Bupati Karawang Cellica Nurrachadiana berjanji akan menghidupkan kembali sejumlah kesenian khas Karawang yang saat ini nyaris punah. Kesenian tersebut bakal kerap ditampilkan dalam acara pemerintahan maupun di sekolah-sekolah setempat.

Cellica mengatakan hal itu seusai membuka Musyawarah Daerah III Dewan Kesenian Karawang (DKK) yang gelar di salah satu hotel berbintang di kawasan Karawang Barat, Selasa 27 September 2016. “Karawang memiliki kesenian unggulan seperti topeng banjet, ajeng, dan jaipongan. Namun saat ini kesenian tersebut nyaris jarang tampil diberbagai event. Bahkan, beberapa di antaranya nyaris punah,” ujarnya.

Dikatakan, melalui DKK, dirinya bakal membangkitkan kembali kesenian tersebut, sehingga dikenal lagi oleh masyarakat luas, terutama generasi yang akan datang.
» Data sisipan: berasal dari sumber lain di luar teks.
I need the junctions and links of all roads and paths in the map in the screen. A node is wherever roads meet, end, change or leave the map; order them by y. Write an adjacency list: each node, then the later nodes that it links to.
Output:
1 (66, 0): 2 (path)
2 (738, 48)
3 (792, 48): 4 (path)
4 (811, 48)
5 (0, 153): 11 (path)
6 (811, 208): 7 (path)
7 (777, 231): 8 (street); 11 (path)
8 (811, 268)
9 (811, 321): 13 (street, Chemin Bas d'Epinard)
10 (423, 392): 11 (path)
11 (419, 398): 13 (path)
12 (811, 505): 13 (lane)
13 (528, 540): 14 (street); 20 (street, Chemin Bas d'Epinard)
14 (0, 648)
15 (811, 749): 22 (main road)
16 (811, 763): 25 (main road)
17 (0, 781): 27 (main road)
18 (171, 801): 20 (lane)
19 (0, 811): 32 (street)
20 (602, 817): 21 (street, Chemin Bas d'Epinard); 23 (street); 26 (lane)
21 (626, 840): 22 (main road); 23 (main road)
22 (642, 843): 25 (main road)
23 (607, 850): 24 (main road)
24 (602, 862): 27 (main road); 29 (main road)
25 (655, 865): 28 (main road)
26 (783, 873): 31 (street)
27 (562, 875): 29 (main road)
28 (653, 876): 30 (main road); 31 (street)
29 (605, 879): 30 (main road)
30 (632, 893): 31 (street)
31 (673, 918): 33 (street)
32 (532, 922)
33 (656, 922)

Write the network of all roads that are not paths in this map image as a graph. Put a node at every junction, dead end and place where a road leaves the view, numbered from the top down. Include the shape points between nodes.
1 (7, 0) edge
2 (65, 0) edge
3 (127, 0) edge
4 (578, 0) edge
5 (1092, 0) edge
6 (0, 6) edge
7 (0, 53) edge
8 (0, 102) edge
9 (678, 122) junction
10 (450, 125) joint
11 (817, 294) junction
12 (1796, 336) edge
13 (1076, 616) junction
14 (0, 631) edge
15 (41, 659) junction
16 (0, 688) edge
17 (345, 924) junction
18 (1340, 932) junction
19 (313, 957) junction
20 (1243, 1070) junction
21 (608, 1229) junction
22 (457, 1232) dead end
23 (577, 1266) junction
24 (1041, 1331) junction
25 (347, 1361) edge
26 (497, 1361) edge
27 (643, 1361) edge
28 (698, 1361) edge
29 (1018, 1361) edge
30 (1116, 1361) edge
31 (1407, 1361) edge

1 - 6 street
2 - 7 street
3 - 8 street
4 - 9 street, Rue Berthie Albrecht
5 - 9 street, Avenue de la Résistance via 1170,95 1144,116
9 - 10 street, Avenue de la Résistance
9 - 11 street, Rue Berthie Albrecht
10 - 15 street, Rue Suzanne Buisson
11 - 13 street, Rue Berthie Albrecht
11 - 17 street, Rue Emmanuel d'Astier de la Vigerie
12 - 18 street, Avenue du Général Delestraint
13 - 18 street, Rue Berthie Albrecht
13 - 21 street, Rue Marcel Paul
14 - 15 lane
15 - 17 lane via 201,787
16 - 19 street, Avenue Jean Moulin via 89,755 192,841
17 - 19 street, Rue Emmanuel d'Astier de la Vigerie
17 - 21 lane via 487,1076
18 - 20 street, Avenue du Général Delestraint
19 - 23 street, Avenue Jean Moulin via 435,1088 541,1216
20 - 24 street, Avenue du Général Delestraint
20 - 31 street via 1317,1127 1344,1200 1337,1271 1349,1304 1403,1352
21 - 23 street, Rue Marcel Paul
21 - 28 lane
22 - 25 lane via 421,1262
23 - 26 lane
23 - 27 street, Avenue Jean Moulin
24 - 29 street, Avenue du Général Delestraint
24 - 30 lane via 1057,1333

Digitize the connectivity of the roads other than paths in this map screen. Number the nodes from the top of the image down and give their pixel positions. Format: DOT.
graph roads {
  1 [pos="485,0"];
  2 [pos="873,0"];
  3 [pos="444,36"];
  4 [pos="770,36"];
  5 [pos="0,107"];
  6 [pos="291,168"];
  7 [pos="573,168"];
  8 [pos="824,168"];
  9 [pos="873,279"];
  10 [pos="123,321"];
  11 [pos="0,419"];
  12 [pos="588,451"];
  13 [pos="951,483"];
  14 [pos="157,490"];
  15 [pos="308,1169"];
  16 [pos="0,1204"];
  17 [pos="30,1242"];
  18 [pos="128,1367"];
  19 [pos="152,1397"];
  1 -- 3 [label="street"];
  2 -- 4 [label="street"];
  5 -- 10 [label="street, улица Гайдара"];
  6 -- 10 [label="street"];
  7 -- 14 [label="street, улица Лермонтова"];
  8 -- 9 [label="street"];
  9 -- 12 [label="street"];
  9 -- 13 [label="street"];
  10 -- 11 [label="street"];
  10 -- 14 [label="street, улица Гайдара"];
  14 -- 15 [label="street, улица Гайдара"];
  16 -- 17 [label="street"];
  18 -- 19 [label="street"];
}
Cellica optimistis kesenian khas Karawang akan kembali hidup jika sering tampil dalam berbagai kesempatan.

“Jika perlu kesenian itu dijarkan di sekolah-sekolah melalui mata pelajaran muatan lokal,” katanya.

Dalam kesempatan yang sama, Cellica juga berjanji akan lebih memperhatikan kesejahteraan para seniman Karawang. Dengan demikian, para seniman tidak akan hidup terlantar saat menghadapi masa tuanya.

“Mungkin mereka akan diasuransikan. Kami masih menunggu masukan dari DKK bentuk kesejahteraan apa yang patut diberikan pada mereka,” kata Cellica.

Di tempat yang sama Ketua DKK saat ini, Yati Mulyati mengatakan, berdasarkan hasil pendataan yang dilakukan pihaknya, jumlah seniman Karawang saat ini mencapai 12 ribu orang. Namun yang masih aktif menggeluti dunia seni hanya enam ribu orang saja.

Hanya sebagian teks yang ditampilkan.